If you visit the Joseph Dewey House, take a walk around to the back of the property. One of the original millstones from the Dewey family’s gristmill is still embedded in the ground, offering a quiet reminder that this wasn’t simply a home—it was once part of the daily work and commerce of colonial Westfield.

The house also isn’t standing exactly where Joseph Dewey built it. A little-known fact: In 1972, the Joseph Dewey House was threatened with demolition. Rather than lose one of Westfield’s oldest surviving homes, the Western Hampden Historical Society stepped in, relocating the house about 200 feet to its present location before carefully restoring it. Thanks to that effort, visitors can still experience a home that has stood since around 1735.

About America250: Stories from Home

America250: Stories from Home is an ongoing series exploring the people, places, and moments that shaped Western Massachusetts and Northwestern Connecticut during America’s first 250 years.

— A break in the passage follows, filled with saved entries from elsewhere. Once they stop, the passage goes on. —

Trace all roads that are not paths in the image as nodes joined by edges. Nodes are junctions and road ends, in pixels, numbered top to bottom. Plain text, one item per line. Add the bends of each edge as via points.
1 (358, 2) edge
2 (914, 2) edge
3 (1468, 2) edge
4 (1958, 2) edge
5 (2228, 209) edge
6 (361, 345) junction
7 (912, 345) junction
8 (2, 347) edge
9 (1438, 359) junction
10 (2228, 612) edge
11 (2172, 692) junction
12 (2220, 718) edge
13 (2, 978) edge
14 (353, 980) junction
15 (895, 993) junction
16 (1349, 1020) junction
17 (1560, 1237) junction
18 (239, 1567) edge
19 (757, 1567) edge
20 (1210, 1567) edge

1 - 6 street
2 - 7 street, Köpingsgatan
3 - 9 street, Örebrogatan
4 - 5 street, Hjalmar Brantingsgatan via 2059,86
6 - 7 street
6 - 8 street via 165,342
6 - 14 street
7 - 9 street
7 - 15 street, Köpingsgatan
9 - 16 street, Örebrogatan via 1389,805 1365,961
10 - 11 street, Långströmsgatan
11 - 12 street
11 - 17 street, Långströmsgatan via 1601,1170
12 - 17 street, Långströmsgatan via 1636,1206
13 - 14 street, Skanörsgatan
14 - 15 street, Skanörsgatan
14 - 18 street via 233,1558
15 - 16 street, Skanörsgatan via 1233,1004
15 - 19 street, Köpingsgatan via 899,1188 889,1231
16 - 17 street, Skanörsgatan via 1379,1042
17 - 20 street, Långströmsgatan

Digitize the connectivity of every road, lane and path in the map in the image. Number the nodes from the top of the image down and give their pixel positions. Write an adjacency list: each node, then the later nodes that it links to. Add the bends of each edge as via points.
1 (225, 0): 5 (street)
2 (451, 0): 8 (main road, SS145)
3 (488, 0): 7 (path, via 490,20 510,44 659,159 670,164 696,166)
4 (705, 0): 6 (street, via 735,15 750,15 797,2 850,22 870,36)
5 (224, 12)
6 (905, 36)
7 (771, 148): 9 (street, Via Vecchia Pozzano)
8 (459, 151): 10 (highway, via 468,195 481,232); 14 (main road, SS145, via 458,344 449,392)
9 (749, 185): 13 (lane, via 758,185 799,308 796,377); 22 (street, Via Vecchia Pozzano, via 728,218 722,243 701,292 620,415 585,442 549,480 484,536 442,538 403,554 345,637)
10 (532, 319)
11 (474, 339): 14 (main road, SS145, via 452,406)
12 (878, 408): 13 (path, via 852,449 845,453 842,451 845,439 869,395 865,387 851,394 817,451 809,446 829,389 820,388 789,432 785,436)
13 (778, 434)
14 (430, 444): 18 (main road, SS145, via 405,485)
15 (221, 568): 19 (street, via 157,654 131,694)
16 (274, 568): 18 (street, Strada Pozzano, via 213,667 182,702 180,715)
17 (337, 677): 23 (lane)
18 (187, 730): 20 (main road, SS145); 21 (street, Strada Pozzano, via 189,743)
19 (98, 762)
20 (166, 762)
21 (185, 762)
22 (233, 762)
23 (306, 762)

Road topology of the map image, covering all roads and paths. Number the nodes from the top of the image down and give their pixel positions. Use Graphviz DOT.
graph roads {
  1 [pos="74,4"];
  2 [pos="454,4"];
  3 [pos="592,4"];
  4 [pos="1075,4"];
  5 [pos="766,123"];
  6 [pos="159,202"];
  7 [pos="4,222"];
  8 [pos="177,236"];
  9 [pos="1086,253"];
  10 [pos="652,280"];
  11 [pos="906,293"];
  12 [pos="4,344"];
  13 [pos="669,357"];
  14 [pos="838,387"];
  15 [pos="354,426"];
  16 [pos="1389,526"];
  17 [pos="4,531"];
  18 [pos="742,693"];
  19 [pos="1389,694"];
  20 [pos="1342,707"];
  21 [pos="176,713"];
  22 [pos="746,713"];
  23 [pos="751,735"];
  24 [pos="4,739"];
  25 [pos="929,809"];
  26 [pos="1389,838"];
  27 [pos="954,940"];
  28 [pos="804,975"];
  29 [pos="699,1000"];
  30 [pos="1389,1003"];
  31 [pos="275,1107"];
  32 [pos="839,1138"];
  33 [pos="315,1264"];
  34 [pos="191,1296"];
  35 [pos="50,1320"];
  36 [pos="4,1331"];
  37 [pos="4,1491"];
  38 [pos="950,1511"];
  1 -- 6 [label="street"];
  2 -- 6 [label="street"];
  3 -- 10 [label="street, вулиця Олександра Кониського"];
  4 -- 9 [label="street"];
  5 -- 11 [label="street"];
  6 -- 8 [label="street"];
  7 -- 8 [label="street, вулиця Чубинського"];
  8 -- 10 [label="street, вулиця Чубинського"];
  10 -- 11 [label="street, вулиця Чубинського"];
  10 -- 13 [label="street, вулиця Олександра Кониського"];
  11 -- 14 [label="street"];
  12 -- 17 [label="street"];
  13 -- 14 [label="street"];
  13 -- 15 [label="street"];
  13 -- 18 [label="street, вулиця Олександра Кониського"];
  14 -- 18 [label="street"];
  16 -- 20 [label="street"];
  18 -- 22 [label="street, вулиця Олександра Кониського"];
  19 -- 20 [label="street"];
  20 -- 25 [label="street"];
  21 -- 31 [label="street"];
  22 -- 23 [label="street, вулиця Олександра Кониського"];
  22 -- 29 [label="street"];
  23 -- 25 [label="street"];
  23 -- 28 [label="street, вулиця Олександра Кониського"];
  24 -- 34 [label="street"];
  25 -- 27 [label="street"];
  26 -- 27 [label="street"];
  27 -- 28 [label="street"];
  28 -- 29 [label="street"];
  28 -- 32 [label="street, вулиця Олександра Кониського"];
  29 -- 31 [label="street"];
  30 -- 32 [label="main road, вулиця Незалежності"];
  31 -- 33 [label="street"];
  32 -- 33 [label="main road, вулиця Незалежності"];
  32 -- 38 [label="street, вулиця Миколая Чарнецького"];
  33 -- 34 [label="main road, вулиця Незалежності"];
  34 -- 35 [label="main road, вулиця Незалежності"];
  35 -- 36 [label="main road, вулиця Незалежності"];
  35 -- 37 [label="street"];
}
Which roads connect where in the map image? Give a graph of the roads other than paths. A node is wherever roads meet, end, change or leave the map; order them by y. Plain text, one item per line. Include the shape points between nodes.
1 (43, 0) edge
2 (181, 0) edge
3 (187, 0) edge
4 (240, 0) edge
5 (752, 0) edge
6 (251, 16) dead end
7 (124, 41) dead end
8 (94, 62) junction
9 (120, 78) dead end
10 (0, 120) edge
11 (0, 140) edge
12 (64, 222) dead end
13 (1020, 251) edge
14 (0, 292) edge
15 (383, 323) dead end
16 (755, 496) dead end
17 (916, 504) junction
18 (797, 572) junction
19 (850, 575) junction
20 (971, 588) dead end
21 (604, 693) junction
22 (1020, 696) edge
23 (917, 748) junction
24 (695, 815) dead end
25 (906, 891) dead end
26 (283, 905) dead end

If you’d like to learn more, these are excellent resources:

  • Western Hampden Historical Society
  • Joseph Dewey House
  • Westfield Athenaeum Local History Collection
  • Massachusetts Office of Travel & Tourism – America250

As a Realtor serving Western Massachusetts and Northwestern Connecticut, I spend a lot of time helping people discover where they belong. This series is about discovering the stories that made those places home long before any of us arrived.